Another aspect is that the studies cited previously5–7 use readout data. However, it is well known that orthographic encoding affects the pronunciation of texts read aloud, typically resulting in hyper-articulation.9 Accordingly, the question arises whether this is also the case for the [a] and [ɐ] contrast.
Another issue with these studies is that they focus on word-final occurrences of [ɐ] and [a]. However, as we will demonstrate, these vowels occur both word-finally and word-internally. Accordingly, the question arises whether word position affects whether [ɐ] and [a] are contrasted or not.

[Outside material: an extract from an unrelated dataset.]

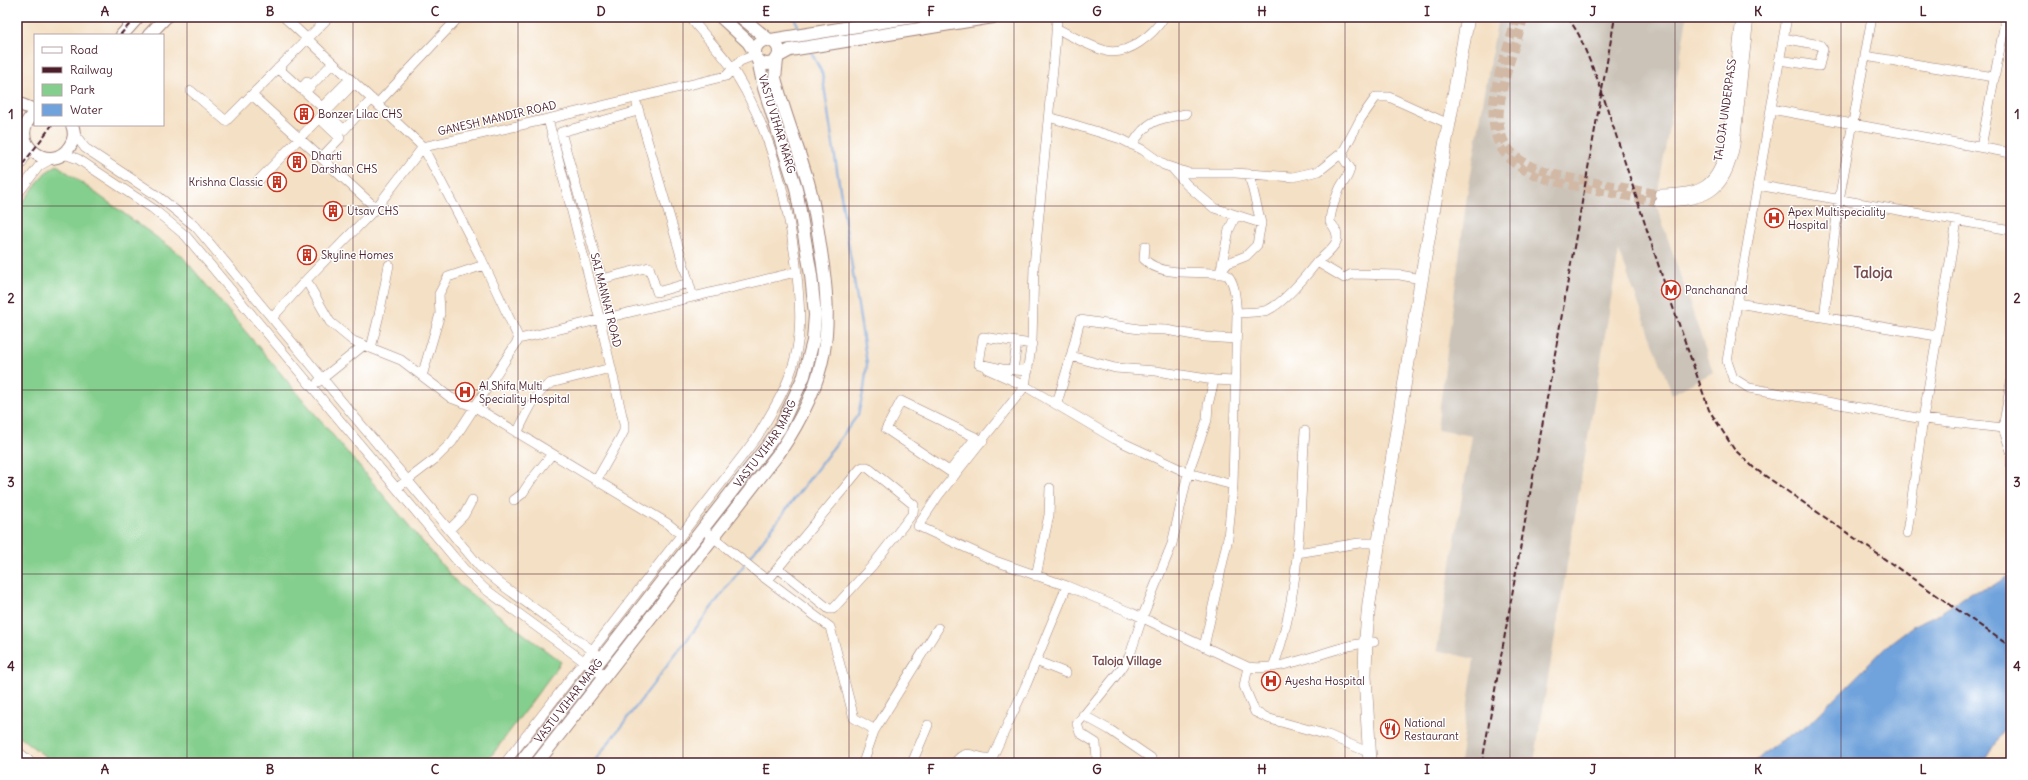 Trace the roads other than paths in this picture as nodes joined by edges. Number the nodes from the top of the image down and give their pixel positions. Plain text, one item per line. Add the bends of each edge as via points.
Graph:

The final issue of all studies cited above is that they did not take into account aspects of lexical predictability. However, it has been repeatedly demonstrated that lexical predictability, as measured by a word's contextual predictability, its frequency or number of phonological neighbors, correlates with phonetic characteristics.10,11
Most studies that take measures like these into account report that phonetic characteristics are reduced in words of high predictability and frequency (e.g., Refs. 2 and 10–14). Accordingly, the question arises about how measures of predictability correlate with phonetic characteristics of phones that are located very near to each other in the phonetic space and run the risk of being confused, as is the case for [ɐ] and [a].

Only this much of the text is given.